Two-panel Workshop: The EU and the southern Mediterranean

28 May 2015

The EU and the southern Mediterranean

A two-panel workshop, 3-4 July 2014

Panel 1: ‘Disposable People’ - The Crisis in the Mediterranean

Panel 2: EU Cultural Policies and the Southern Mediterranean


EU and Southern Mediterranean Programme


Co-hosted by the ISS21 Migration and Integration Cluster and Department of French, UCC


Supported by Irish Research Council New Foundations Scheme and UCC Strategic Research Fund


All welcome. To register, go to:  


Panel 1: ‘Disposable People’ - The Crisis in the Mediterranean (July 3)

CACSSS Seminar Room, G27, O'Rahilly Building

The International Organisation for Migration (IOM) estimates 3,072 lives were lost in the Mediterranean by people trying to make the crossing north to Europe in 2014, compared with an estimate of 700 in 2013 (IOM, 2015).  The true number of fatalities is likely to be even higher.  Of the 500 who lost their lives in 2013 off the coast of Malta, it is reported that up to 100 of these were children (Ibid).

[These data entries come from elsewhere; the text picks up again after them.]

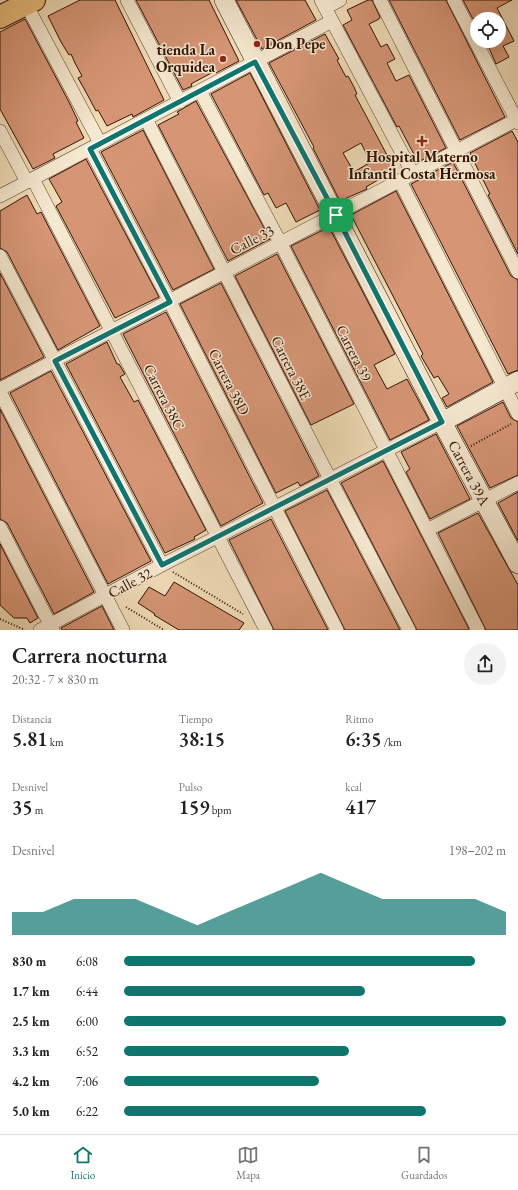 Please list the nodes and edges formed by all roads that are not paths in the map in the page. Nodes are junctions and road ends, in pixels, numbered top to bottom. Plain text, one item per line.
1 (127, 0) edge
2 (224, 0) edge
3 (340, 0) edge
4 (380, 0) edge
5 (454, 0) edge
6 (0, 1) edge
7 (28, 3) edge
8 (323, 4) edge
9 (0, 17) edge
10 (332, 21) junction
11 (255, 62) junction
12 (200, 91) junction
13 (180, 102) junction
14 (146, 120) junction
15 (517, 121) edge
16 (0, 131) edge
17 (95, 146) junction
18 (457, 152) junction
19 (413, 174) junction
20 (30, 180) junction
21 (400, 181) junction
22 (0, 196) edge
23 (336, 215) junction
24 (281, 244) junction
25 (0, 256) edge
26 (225, 272) junction
27 (518, 272) edge
28 (170, 302) junction
29 (112, 330) junction
30 (55, 361) junction
31 (512, 385) edge
32 (0, 389) edge
33 (0, 392) edge
34 (518, 415) edge
35 (518, 421) edge
36 (442, 422) junction
37 (386, 451) junction
38 (330, 480) junction
39 (518, 483) edge
40 (484, 500) junction
41 (275, 508) junction
42 (0, 527) edge
43 (427, 530) junction
44 (219, 537) junction
45 (518, 564) edge
46 (162, 565) junction
47 (106, 595) junction
48 (48, 628) edge
49 (266, 629) edge
50 (123, 630) edge
51 (337, 630) edge
52 (409, 630) edge
53 (478, 630) edge

1 - 13 street
2 - 11 street, Carrera 39A
3 - 8 street
4 - 18 street
5 - 15 street
6 - 7 highway
7 - 9 highway
7 - 17 street, Carrera 38D
8 - 10 street
10 - 11 street
10 - 19 street
11 - 12 street
11 - 23 street, Carrera 39A
12 - 13 street
12 - 24 street, Carrera 39
13 - 14 street
14 - 17 street
14 - 26 street, Carrera 38E
15 - 18 street, Calle 33
16 - 20 street, Carrera 38C
17 - 20 street
17 - 28 street, Carrera 38D
18 - 19 street, Calle 33
18 - 27 street
19 - 21 street, Calle 33
20 - 22 street
20 - 29 street, Carrera 38C
21 - 23 street, Calle 33
21 - 31 street
23 - 24 street, Calle 33
23 - 36 street, Carrera 39A
24 - 26 street, Calle 33
24 - 37 street, Carrera 39
25 - 30 street
26 - 28 street, Calle 33
26 - 38 street, Carrera 38E
28 - 29 street, Calle 33
28 - 41 street, Carrera 38D
29 - 30 street, Calle 33
29 - 44 street, Carrera 38C
30 - 32 street, Calle 33
30 - 46 street
31 - 34 street
31 - 36 street, Calle 32
33 - 47 street
34 - 35 street
36 - 37 street, Calle 32
36 - 40 street, Carrera 39A
37 - 38 street, Calle 32
37 - 43 street, Carrera 39
38 - 41 street, Calle 32
38 - 52 street, Carrera 38E
39 - 40 street
40 - 43 street
40 - 45 street, Carrera 39A
41 - 44 street, Calle 32
41 - 51 street, Carrera 38D
42 - 48 street
43 - 53 street, Carrera 39
44 - 46 street, Calle 32
44 - 49 street, Carrera 38C
46 - 47 street, Calle 32
47 - 48 street, Calle 32
47 - 50 street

The purpose of this seminar is to examine EU responses to the migration crisis in the Mediterranean, emphasising how migration management overlooks the desperation and the risks undertaken by migrants on a daily basis in their struggle to survive.  In the aftermath of the extensive loss of lives in April 2015, the rhetoric on tackling issues has been largely influenced by border control operations, driven by draconian measures on how to curb immigration where “the extension of EU enforcement offshore intensifies differential forms of inclusion and exclusion that play out on the bodies of migrants” (Mountz and Loyd, 2013:175).  Within this context the psychological and human aspects of movement and spaces of struggle are often obscured and dominated by border control operations that advocate a tough line on granting asylum and re-settlement. 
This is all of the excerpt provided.